Former Spartanburg County administrator Katherine O’Neill is the new executive vice president of the Economic Futures Group of the Spartanburg Area Chamber of Commerce, the chamber division that handles economic development for the fast-growing county, the city of Spartanburg and its surrounding municipalities.
As county administrator from 2012 to 2018, O’Neill was responsible for a budget exceeding $200 million. As part of her duties, she facilitated negotiations for more than $5 billion in new economic development including the recruitment and expansion of multiple international and domestic businesses including Toray, Keurig-Dr. Pepper, BMW, Auriga, Michelin, Albis Plastics, Plastic Omnium, Ritrama and Kobelco, according to a chamber announcement.
Prior to her 2011 arrival in Spartanburg, O’Neill served as administrator for Lexington County, helping to recruit companies such as Amazon and Nephron as well as a Home Depot distribution center.
O’Neill currently serves as chief operating officer of The Palladian Group, a marketing, public affairs, organizational development and digital agency headquartered in downtown Spartanburg.
In addition, she serves as chair of the executive board of the area chamber for the 2019-2021 term.
O’Neill succeeds Carter Smith, who earlier this year announced his retirement as head of the Economic Futures Group but who remains with the chamber as a part-time director of special projects.
According to the chamber’s website, the Economic Futures Group, a public-private organization, attracted capital investments of $786 million in 2018, creating 2,138 jobs, and total investments of $4.3 billion and 8,413 jobs over the last five years.
The county ranks sixth in the nation for industrial demand, according to a 2019 market study.
The study, released in July by CoStar Group, a Washington, D.C.-based publishing and research company, said that more than 7 million square feet of industrial space was snatched up in Spartanburg County in a recent 12-month period, outpacing Philadelphia and Phoenix and placing just behind Houston.
CoStar cited Spartanburg County’s pro-business climate, its strong manufacturing base and an abundance of available land as three key reasons for its attractiveness.
At the time of publication, rents were running about 40 percent less than in Charlotte or Atlanta, the CoStar report added.
Colliers International, whose downtown Spartanburg office has increased its staffing in recent months, also remains bullish on the Interstate 85 corridor.

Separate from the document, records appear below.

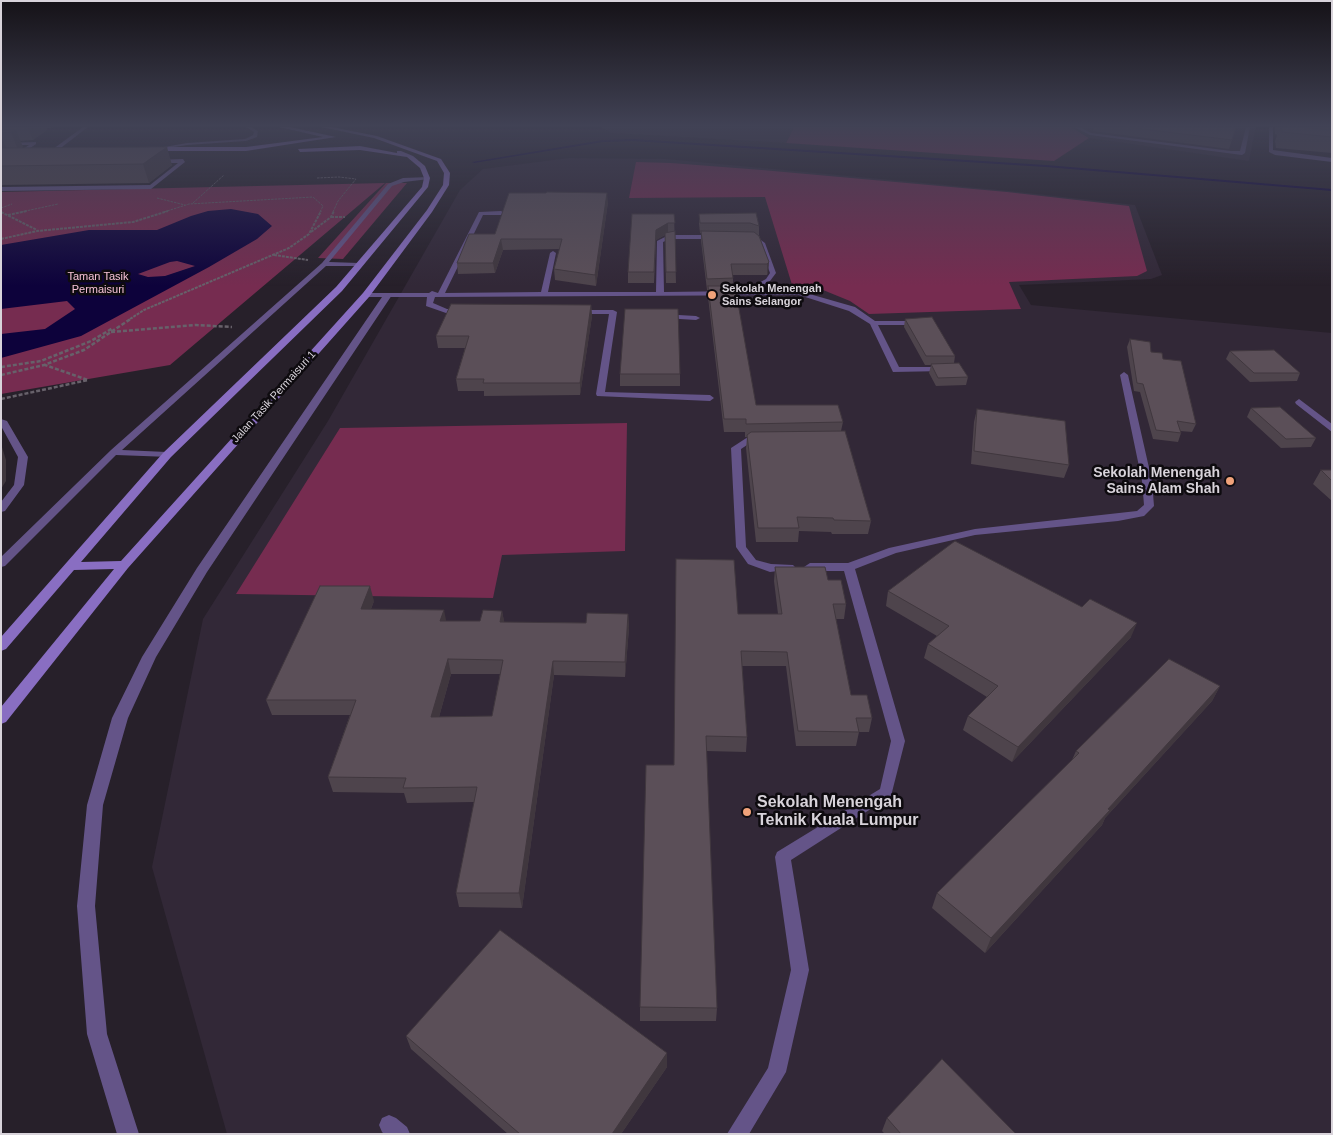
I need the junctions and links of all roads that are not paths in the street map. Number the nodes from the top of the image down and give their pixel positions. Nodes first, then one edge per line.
1 (159, 180) edge
2 (402, 180) edge
3 (427, 180) edge
4 (446, 180) edge
5 (1, 189) edge
6 (501, 213) edge
7 (415, 220) dead end
8 (424, 220) junction
9 (722, 237) edge
10 (740, 237) edge
11 (553, 253) edge
12 (324, 264) junction
13 (359, 266) junction
14 (544, 293) junction
15 (660, 293) junction
16 (742, 293) junction
17 (366, 294) junction
18 (432, 294) junction
19 (442, 294) junction
20 (388, 295) junction
21 (466, 311) edge
22 (564, 312) edge
23 (613, 312) junction
24 (622, 313) dead end
25 (659, 315) edge
26 (696, 318) dead end
27 (872, 323) junction
28 (927, 323) edge
29 (955, 368) edge
30 (1124, 375) dead end
31 (710, 398) dead end
32 (1299, 402) dead end
33 (1, 422) edge
34 (1332, 429) edge
35 (767, 440) edge
36 (114, 452) junction
37 (167, 455) junction
38 (1, 509) edge
39 (1, 564) edge
40 (124, 565) junction
41 (71, 566) junction
42 (849, 567) junction
43 (1, 646) edge
44 (1, 718) edge
45 (128, 1134) edge
46 (737, 1134) edge

1 - 5 lane
2 - 12 lane
3 - 13 main road
4 - 8 main road, Jalan Tasik Permaisuri 1
6 - 19 lane
7 - 8 main road
8 - 17 main road, Jalan Tasik Permaisuri 1
9 - 15 lane
10 - 16 lane
11 - 14 lane
12 - 13 lane
12 - 36 lane
13 - 37 main road
14 - 15 lane
14 - 19 lane
15 - 16 lane
16 - 27 lane
17 - 20 street
17 - 40 main road, Jalan Tasik Permaisuri 1
18 - 19 lane
18 - 20 lane
18 - 21 lane
20 - 45 street
22 - 23 lane
23 - 24 lane
23 - 31 lane
25 - 26 lane
27 - 28 lane
27 - 29 lane
30 - 42 lane
32 - 34 lane
33 - 38 lane
35 - 42 lane
36 - 37 lane
36 - 39 lane
37 - 41 main road
40 - 41 main road
40 - 44 main road, Jalan Tasik Permaisuri 1
41 - 43 main road
42 - 46 lane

“Overall absorption in the Greenville-Spartanburg industrial market has increased exponentially over the past four years despite the fact the market has increased to approximately 206.88 [million] square feet of industrial inventory,” Colliers’ second-quarter analysis said. “The year-to-date 2019 absorption of 5.15 [million] square feet is poised to surpass the 2018 annual absorption of 6 [million] square feet.”
A spokesperson for the chamber said O’Neill will assume her new responsibilities on Nov. 4 and will resign as chair of its executive board before then.